12. Citation Faithfulness measures the support for citations (high fidelity, partial support, or no support).
13. Hallucination Detection uses Victara's hallucination detection model to ensure the response aligns with the retrieved content.
14. Open RAG Eval provides a user interface for visualizing evaluation results at openevaluation.ai.
15. The UI displays queries, retrieval scores, and generation scores in an easy-to-understand format.
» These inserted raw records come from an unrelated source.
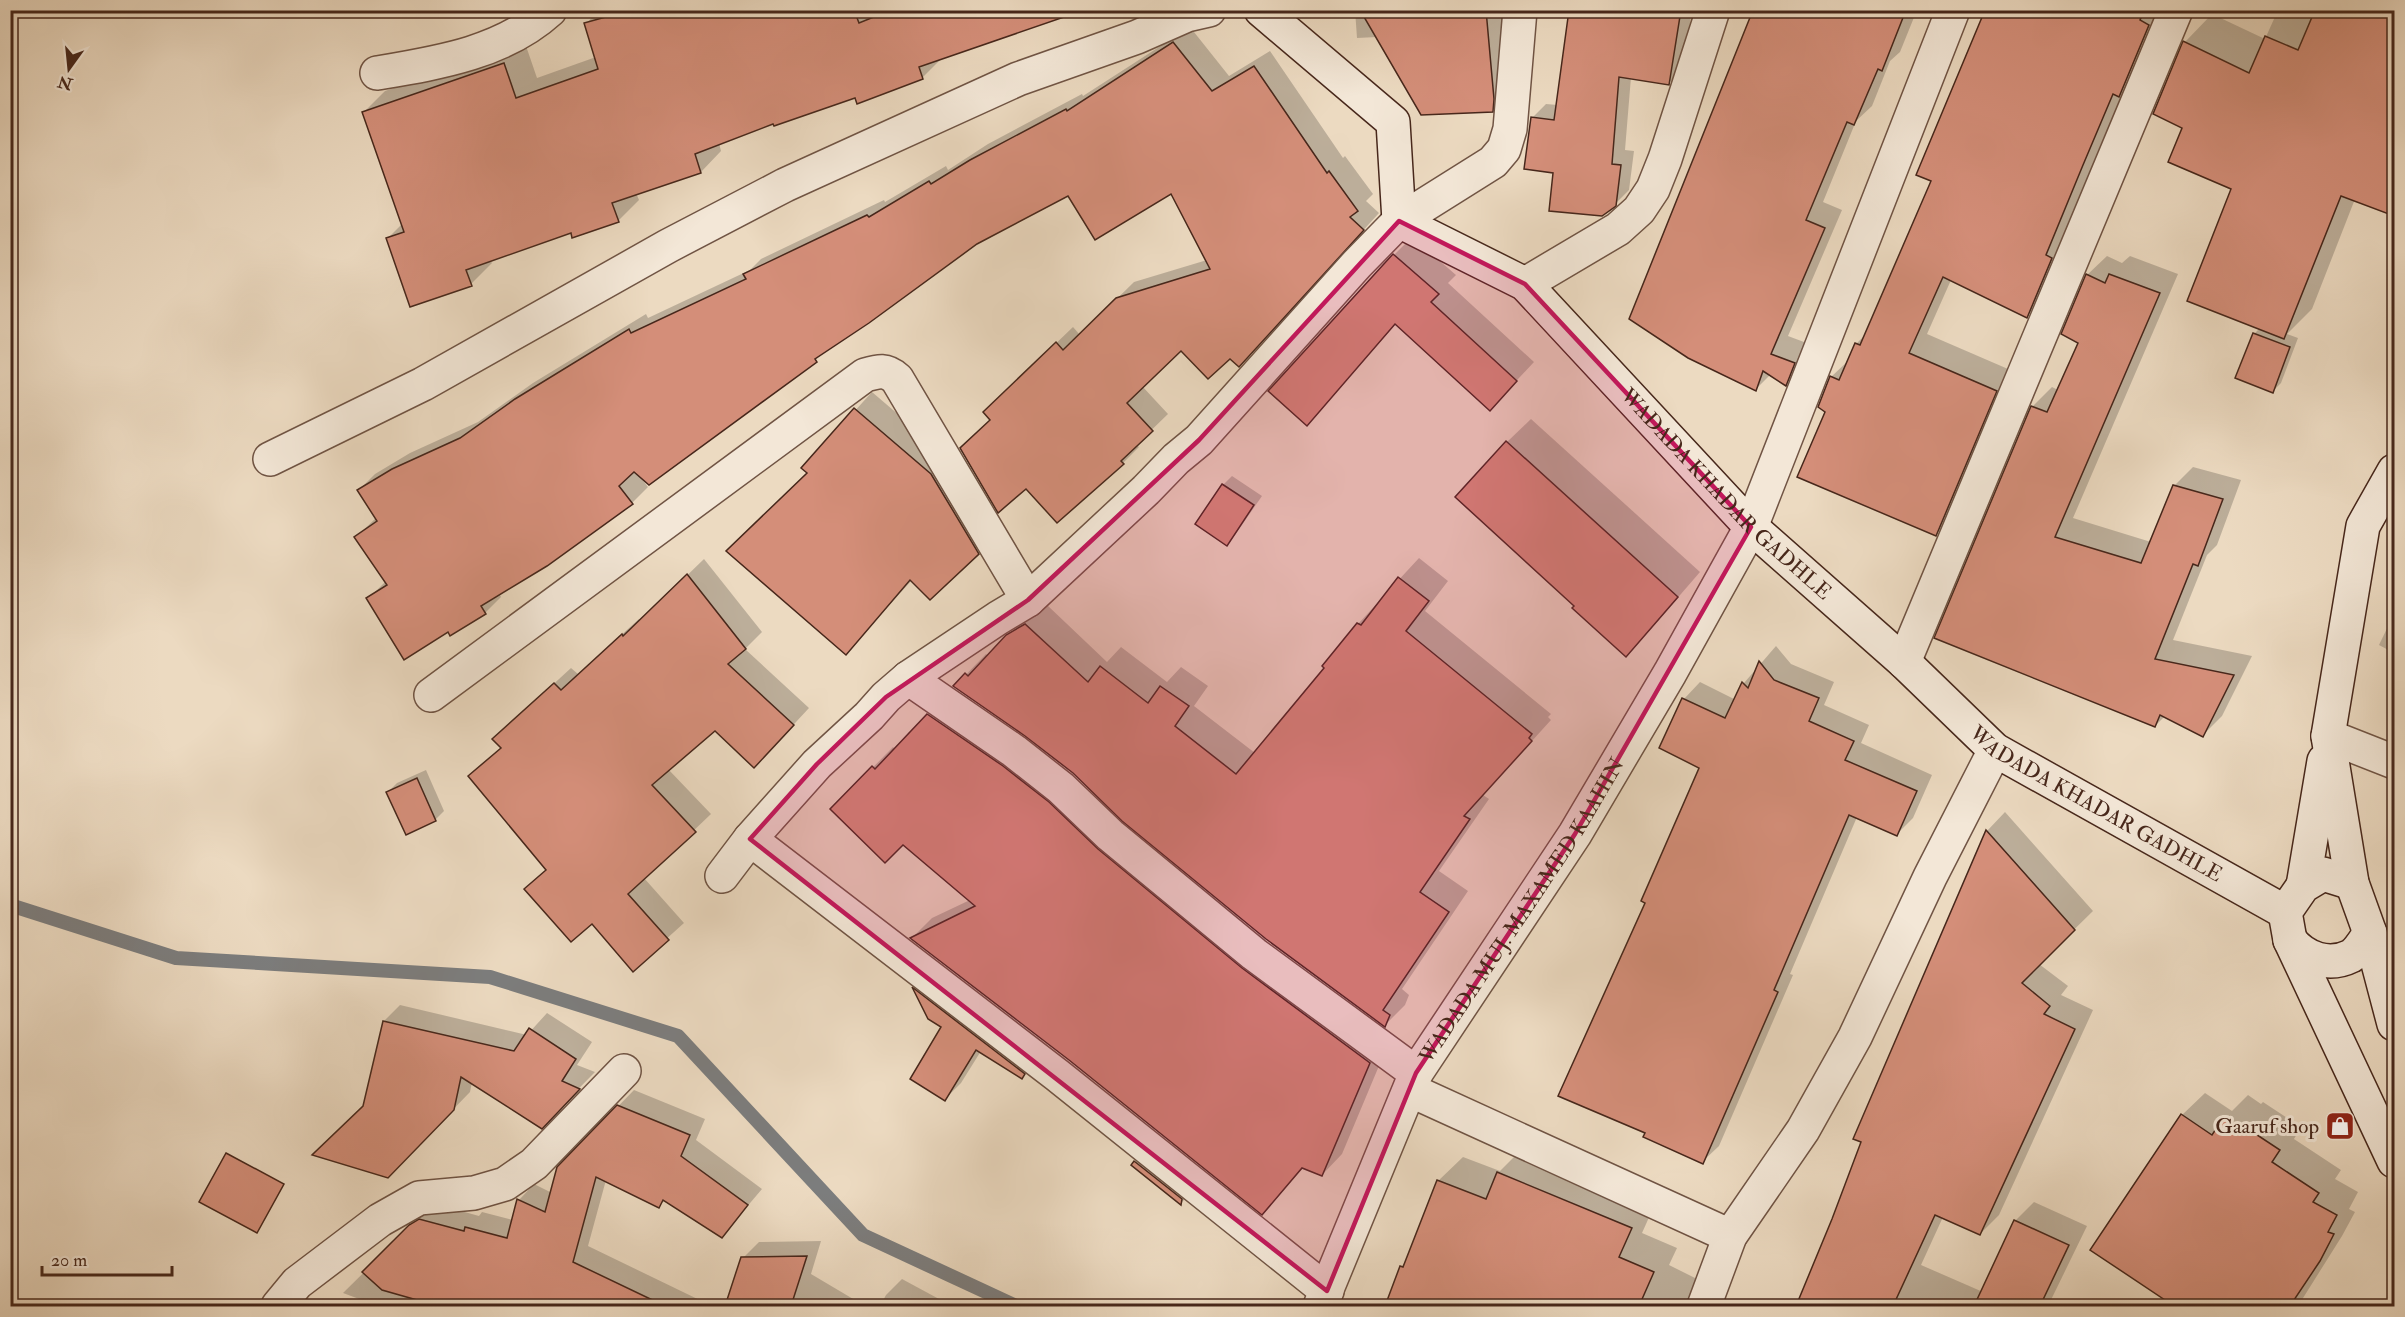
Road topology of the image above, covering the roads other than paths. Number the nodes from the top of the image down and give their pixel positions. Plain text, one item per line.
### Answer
1 (550, 10) edge
2 (1209, 10) edge
3 (1261, 10) edge
4 (1520, 10) edge
5 (1713, 10) edge
6 (1953, 10) edge
7 (2176, 10) edge
8 (377, 74) dead end
9 (1399, 222) junction
10 (1525, 284) junction
11 (270, 459) dead end
12 (2394, 471) edge
13 (1751, 527) junction
14 (1028, 600) junction
15 (1904, 662) junction
16 (908, 678) junction
17 (431, 695) dead end
18 (2328, 736) junction
19 (1995, 750) junction
20 (2394, 762) edge
21 (750, 839) junction
22 (722, 876) dead end
23 (2352, 883) junction
24 (2293, 913) junction
25 (2370, 933) junction
26 (2394, 1024) edge
27 (624, 1071) dead end
28 (1413, 1081) junction
29 (2394, 1161) edge
30 (1730, 1236) junction
31 (1324, 1299) edge
32 (278, 1306) edge
33 (1704, 1306) edge

1 - 8 street
2 - 11 street
3 - 9 street
4 - 9 street
5 - 10 street
6 - 13 street, WADADA MUJ. MAXAMED KAAHIN
7 - 15 street
9 - 10 street, WADADA KHADAR GADHLE
9 - 14 street
10 - 13 street, WADADA KHADAR GADHLE
12 - 18 street
13 - 15 street, WADADA KHADAR GADHLE
13 - 28 street, WADADA MUJ. MAXAMED KAAHIN
14 - 16 street
14 - 17 street
15 - 19 street, WADADA KHADAR GADHLE
16 - 21 street
16 - 28 street
18 - 20 street
18 - 23 street
18 - 24 street
19 - 24 street, WADADA KHADAR GADHLE
19 - 30 street
21 - 22 street
21 - 31 street
23 - 24 street
23 - 25 street
24 - 25 street
24 - 29 street
25 - 26 street
27 - 32 street
28 - 30 street
28 - 31 street, WADADA MUJ. MAXAMED KAAHIN
30 - 33 street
16. Users can drag and drop RAG evaluation files onto the Open RAG Eval UI for visualization.
17. Open RAG Eval is a powerful tool for optimizing and tuning RAG pipelines.
18. The project is open source, allowing users to examine its inner workings and contribute connectors or other improvements.
19. Transparency is a key benefit of Open RAG Eval, as the metrics are clear and understandable.
20. Victara contributes connectors for vector-based, language chain, and Lama Index pipelines.
21. Users can contribute connectors for their own or other preferred RAG pipelines.
22. Open RAG Eval welcomes questions, issues, and pull requests related to connectors or other aspects of the project.
23. The presentation concludes by thanking the audience for their attention.
24. The topic was Open RAG Eval, an open-source package for optimizing and tuning RAG pipelines using transparent and scalable evaluation methods.

Source: AI Engineer via YouTube

❓ What do you think? What are your thoughts on the ideas shared in this video? Feel free to share your thoughts in the comments!